# Mystery Bottle? I need help



## mlwisdom2727 (Feb 18, 2021)

I've tried to find information on this bottle for years with no luck. Please help if you know anything about it. Just message me to ask questions. It has a craft on the front a detailed strap down the sides. leather strapping on the rim. Green glass with wax holding on a leather?


----------



## embe (Feb 18, 2021)

Weird one.  Can't tell if the bottom view is glass or something else.


----------



## mlwisdom2727 (Feb 18, 2021)

Wax


----------



## CanadianBottles (Feb 18, 2021)

I think it's a 20th century liquor bottle, probably European.  If those are seams on the lip that I think I can see it confirms the date range.  I suspect it was left to degrade in a barn or under a house or something, which explains the bad condition of the leather.  Leather-covered liquor bottles were a bit of a fad in the mid-20th century.


----------



## mlwisdom2727 (Feb 18, 2021)

What should I do to preserve it in the best condition i can salvage


----------



## mlwisdom2727 (Feb 18, 2021)

Is there any value to something like this?


----------



## CanadianBottles (Feb 18, 2021)

I'm not sure how to preserve something like that honestly.  And I'm afraid that no, there isn't any value to it.  These things are quite common in perfect condition at thrift stores.


----------



## mlwisdom2727 (Feb 18, 2021)

Definitely no seams anywhere on this bottle. Thanks again


----------



## treasurekidd (Feb 19, 2021)

I agree on the European, probably Germany. It's very similar to these "Providentiae Memor bottle. Providentiae Memor is Latin for Providence Remember, and is the motto is the Kingdom of Saxony, now part of modern Germany. 

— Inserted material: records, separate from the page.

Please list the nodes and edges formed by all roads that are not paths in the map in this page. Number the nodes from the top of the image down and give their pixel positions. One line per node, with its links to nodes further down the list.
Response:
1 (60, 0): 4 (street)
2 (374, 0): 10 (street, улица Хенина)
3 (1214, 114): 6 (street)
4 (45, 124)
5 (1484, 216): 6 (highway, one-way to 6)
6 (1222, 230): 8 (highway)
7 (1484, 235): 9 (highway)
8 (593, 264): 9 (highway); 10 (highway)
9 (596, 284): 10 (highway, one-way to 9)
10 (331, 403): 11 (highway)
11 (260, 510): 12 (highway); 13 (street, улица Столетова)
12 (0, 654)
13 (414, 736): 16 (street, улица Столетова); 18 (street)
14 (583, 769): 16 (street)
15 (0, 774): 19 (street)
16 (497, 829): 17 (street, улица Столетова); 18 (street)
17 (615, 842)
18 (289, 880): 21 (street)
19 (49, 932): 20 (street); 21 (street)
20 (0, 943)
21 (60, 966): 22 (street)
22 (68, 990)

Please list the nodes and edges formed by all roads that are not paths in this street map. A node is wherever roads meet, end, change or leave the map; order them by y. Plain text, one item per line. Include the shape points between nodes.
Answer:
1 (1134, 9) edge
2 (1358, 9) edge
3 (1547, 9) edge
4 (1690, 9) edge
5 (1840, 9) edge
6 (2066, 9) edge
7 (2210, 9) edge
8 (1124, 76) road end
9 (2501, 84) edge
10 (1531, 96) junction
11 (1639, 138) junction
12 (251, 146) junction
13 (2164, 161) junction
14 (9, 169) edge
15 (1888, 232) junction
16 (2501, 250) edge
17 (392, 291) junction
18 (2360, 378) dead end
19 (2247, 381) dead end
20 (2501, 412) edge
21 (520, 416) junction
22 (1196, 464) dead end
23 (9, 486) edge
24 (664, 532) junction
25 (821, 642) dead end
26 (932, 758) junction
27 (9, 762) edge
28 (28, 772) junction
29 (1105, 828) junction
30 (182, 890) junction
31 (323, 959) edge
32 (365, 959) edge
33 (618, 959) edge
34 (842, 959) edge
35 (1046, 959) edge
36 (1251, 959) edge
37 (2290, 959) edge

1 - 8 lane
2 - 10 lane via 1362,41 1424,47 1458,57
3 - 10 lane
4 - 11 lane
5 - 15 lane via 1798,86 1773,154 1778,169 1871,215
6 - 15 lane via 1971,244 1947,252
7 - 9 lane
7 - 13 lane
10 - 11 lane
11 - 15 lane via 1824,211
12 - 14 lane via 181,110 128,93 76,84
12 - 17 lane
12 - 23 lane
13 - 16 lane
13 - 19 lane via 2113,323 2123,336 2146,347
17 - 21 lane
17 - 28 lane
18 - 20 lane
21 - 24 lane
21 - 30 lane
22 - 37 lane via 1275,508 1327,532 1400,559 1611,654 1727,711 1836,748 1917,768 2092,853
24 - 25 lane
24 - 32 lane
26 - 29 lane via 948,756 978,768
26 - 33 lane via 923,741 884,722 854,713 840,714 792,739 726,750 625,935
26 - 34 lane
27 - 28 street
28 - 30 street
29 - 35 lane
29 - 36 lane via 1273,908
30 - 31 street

Kingdom of Saxony - Wikipedia

I can't help with the age of this bottle, but it's very similar to some of these:

Decanters - Leather Wrapped - Vatican


----------



## brent little (Feb 22, 2021)

Its a whisky flask. Curved body to keep close in a pocket. Dont think its really too old,maybe 20's.


----------



## Bottleluver (Feb 24, 2021)

I found the same one different shape in better condition so you have a bit of a reference https://www.ebay.com.au/itm/Lion-Crest-Leather-Wrapped-Royal-Decanter-/222733834912


----------



## mlwisdom2727 (Feb 24, 2021)

Bottleluver said:


> I found the same one different shape in better condition so you have a bit of a reference https://www.ebay.com.au/itm/Lion-Crest-Leather-Wrapped-Royal-Decanter-/222733834912


Thank you so much.


----------



## Oldsdigger (Feb 24, 2021)

As far as preserving the leather and softening it. Get LEXOL leather cleaner and also LEXOL Leather conditioner. But make sure not to get it on the label. As far as the cleaner. Depending on how dried out the leather is You can put the conditioner on first to soften it and then go back to the leather cleaner and use a soft cloth. They have discontinued this particular bottle and went back to a squeeze bottle. If you are in horse country and have an Equestrian shop around. You can also purchase Saddle soap to clean the leather.


----------